_MATERIAL PROVIDED_:

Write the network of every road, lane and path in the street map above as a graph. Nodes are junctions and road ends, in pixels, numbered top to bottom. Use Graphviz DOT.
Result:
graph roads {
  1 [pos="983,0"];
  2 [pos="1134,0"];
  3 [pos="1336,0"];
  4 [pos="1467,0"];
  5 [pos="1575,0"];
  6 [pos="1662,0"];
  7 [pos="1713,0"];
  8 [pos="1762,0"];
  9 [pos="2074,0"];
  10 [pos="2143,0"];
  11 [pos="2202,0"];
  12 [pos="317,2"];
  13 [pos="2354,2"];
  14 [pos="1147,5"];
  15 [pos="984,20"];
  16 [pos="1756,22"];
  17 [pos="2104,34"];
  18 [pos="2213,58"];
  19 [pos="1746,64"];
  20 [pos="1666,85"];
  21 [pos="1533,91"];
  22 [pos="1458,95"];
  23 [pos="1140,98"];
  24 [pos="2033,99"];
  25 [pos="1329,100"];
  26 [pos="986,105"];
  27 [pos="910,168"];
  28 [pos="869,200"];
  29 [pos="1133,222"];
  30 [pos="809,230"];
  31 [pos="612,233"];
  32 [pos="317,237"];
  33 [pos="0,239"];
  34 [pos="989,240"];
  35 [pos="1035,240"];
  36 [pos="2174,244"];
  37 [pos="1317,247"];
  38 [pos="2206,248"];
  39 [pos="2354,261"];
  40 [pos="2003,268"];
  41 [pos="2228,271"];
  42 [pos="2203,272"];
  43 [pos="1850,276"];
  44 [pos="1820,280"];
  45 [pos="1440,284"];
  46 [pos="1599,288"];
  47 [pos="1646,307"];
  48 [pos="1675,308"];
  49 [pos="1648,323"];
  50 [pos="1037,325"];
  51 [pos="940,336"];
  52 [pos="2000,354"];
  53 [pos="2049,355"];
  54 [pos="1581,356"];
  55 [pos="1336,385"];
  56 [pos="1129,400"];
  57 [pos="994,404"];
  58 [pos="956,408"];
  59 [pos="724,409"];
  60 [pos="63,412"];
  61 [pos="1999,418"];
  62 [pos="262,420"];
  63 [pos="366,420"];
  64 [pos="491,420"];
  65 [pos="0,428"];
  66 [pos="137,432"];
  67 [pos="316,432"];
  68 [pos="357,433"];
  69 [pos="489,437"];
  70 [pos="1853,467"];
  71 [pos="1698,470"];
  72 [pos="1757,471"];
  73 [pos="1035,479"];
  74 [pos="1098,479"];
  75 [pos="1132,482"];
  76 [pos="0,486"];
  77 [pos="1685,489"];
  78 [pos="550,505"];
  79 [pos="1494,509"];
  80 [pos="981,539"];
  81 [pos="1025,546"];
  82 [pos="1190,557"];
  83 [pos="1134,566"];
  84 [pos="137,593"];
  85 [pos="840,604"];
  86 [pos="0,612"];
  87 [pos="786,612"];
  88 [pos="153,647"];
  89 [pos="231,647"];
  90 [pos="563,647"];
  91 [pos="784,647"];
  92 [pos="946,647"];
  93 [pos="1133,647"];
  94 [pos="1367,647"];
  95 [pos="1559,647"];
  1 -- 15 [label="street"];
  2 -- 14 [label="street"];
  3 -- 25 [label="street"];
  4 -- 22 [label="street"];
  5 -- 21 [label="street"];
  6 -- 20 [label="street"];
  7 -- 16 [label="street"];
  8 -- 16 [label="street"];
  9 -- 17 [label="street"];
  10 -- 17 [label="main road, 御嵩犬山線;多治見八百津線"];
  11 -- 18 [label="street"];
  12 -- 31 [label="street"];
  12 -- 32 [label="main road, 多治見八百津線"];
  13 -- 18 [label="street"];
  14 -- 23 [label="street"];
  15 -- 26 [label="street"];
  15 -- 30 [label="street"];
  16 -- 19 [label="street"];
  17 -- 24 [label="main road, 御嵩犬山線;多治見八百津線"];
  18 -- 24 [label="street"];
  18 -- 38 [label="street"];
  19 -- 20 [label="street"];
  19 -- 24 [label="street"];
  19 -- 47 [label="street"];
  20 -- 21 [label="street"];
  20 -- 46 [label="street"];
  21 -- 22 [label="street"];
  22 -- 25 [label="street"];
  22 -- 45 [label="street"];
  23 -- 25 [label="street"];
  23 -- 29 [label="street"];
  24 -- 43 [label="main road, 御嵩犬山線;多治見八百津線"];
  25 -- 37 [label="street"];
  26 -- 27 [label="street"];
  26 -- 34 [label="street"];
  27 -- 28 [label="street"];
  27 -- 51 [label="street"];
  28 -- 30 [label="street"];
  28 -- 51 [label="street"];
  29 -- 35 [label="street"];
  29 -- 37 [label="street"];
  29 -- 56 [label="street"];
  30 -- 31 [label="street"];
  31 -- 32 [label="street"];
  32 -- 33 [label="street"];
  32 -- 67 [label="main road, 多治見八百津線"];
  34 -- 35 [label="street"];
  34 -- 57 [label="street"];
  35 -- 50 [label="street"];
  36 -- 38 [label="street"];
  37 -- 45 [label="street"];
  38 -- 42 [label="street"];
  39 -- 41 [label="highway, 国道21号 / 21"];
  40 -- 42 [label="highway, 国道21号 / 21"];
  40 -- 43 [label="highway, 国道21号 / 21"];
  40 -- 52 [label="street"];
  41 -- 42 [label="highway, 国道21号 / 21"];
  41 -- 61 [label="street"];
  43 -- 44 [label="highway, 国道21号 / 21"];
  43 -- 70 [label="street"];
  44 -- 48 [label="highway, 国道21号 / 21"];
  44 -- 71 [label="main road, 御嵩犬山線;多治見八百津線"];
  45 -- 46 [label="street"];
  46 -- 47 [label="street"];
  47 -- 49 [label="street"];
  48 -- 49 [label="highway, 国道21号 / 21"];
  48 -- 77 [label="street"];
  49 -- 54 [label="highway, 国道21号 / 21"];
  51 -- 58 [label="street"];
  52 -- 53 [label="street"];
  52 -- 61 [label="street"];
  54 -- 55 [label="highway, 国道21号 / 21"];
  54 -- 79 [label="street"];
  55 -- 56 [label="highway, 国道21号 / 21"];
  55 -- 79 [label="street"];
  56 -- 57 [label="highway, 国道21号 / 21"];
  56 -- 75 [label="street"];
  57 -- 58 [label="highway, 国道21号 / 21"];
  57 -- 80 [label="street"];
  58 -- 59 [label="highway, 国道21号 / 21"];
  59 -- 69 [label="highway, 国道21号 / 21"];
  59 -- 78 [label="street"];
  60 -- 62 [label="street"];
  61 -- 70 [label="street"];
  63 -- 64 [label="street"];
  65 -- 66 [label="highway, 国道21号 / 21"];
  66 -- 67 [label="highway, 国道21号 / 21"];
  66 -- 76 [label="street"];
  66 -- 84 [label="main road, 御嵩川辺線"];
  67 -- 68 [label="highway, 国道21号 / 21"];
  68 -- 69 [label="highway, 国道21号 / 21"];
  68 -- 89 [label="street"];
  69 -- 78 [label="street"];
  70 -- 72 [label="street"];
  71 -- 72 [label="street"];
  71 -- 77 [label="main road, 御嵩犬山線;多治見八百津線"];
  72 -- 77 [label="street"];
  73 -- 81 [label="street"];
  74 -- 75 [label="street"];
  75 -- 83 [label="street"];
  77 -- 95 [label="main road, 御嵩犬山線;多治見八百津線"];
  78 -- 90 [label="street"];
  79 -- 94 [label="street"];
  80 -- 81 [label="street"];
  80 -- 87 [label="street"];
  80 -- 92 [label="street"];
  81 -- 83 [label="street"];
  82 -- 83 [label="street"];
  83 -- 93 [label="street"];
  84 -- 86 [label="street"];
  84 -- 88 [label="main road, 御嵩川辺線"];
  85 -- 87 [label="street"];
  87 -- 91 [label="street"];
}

_EXERCISE DETAILS_: Write only the number of lines in the records that contain the string "多治見八百津線".

_SOLUTION TO THIS TASK_: 8